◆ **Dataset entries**
════
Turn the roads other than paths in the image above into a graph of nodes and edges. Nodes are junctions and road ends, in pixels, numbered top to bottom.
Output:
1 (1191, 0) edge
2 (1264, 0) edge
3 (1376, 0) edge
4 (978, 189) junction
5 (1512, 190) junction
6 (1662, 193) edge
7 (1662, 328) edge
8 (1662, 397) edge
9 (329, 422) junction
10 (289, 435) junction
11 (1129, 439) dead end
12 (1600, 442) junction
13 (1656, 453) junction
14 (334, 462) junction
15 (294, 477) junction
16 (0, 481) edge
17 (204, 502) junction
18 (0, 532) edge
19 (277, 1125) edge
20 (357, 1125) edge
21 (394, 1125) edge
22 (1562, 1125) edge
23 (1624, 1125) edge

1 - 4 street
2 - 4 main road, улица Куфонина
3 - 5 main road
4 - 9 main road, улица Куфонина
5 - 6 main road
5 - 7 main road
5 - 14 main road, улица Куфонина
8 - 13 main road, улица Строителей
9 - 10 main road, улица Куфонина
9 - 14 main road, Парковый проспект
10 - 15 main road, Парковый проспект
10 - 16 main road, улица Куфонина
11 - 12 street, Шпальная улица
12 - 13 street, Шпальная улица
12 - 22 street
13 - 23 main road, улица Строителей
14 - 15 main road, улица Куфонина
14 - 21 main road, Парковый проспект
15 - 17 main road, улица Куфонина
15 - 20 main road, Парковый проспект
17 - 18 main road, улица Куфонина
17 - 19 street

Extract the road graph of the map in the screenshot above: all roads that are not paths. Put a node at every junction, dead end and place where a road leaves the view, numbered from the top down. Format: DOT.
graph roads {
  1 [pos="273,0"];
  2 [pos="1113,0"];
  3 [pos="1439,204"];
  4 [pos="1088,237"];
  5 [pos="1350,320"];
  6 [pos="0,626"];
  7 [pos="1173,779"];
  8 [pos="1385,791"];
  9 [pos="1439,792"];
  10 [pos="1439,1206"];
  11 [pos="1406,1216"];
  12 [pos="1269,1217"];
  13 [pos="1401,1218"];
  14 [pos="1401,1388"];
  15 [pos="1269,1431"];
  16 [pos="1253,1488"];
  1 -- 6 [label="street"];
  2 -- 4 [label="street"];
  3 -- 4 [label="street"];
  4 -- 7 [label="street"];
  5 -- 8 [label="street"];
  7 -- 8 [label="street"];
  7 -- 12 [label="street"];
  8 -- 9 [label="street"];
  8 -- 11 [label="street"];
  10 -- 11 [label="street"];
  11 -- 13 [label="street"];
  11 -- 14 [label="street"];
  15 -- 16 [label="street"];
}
════
◆ **EXERCISE PROMPT**
When you reach the end of the records, set them all down again exactly.

◆ **EXERCISE RESULT**
Turn the roads other than paths in the image above into a graph of nodes and edges. Nodes are junctions and road ends, in pixels, numbered top to bottom.
Output:
1 (1191, 0) edge
2 (1264, 0) edge
3 (1376, 0) edge
4 (978, 189) junction
5 (1512, 190) junction
6 (1662, 193) edge
7 (1662, 328) edge
8 (1662, 397) edge
9 (329, 422) junction
10 (289, 435) junction
11 (1129, 439) dead end
12 (1600, 442) junction
13 (1656, 453) junction
14 (334, 462) junction
15 (294, 477) junction
16 (0, 481) edge
17 (204, 502) junction
18 (0, 532) edge
19 (277, 1125) edge
20 (357, 1125) edge
21 (394, 1125) edge
22 (1562, 1125) edge
23 (1624, 1125) edge

1 - 4 street
2 - 4 main road, улица Куфонина
3 - 5 main road
4 - 9 main road, улица Куфонина
5 - 6 main road
5 - 7 main road
5 - 14 main road, улица Куфонина
8 - 13 main road, улица Строителей
9 - 10 main road, улица Куфонина
9 - 14 main road, Парковый проспект
10 - 15 main road, Парковый проспект
10 - 16 main road, улица Куфонина
11 - 12 street, Шпальная улица
12 - 13 street, Шпальная улица
12 - 22 street
13 - 23 main road, улица Строителей
14 - 15 main road, улица Куфонина
14 - 21 main road, Парковый проспект
15 - 17 main road, улица Куфонина
15 - 20 main road, Парковый проспект
17 - 18 main road, улица Куфонина
17 - 19 street

Extract the road graph of the map in the screenshot above: all roads that are not paths. Put a node at every junction, dead end and place where a road leaves the view, numbered from the top down. Format: DOT.
graph roads {
  1 [pos="273,0"];
  2 [pos="1113,0"];
  3 [pos="1439,204"];
  4 [pos="1088,237"];
  5 [pos="1350,320"];
  6 [pos="0,626"];
  7 [pos="1173,779"];
  8 [pos="1385,791"];
  9 [pos="1439,792"];
  10 [pos="1439,1206"];
  11 [pos="1406,1216"];
  12 [pos="1269,1217"];
  13 [pos="1401,1218"];
  14 [pos="1401,1388"];
  15 [pos="1269,1431"];
  16 [pos="1253,1488"];
  1 -- 6 [label="street"];
  2 -- 4 [label="street"];
  3 -- 4 [label="street"];
  4 -- 7 [label="street"];
  5 -- 8 [label="street"];
  7 -- 8 [label="street"];
  7 -- 12 [label="street"];
  8 -- 9 [label="street"];
  8 -- 11 [label="street"];
  10 -- 11 [label="street"];
  11 -- 13 [label="street"];
  11 -- 14 [label="street"];
  15 -- 16 [label="street"];
}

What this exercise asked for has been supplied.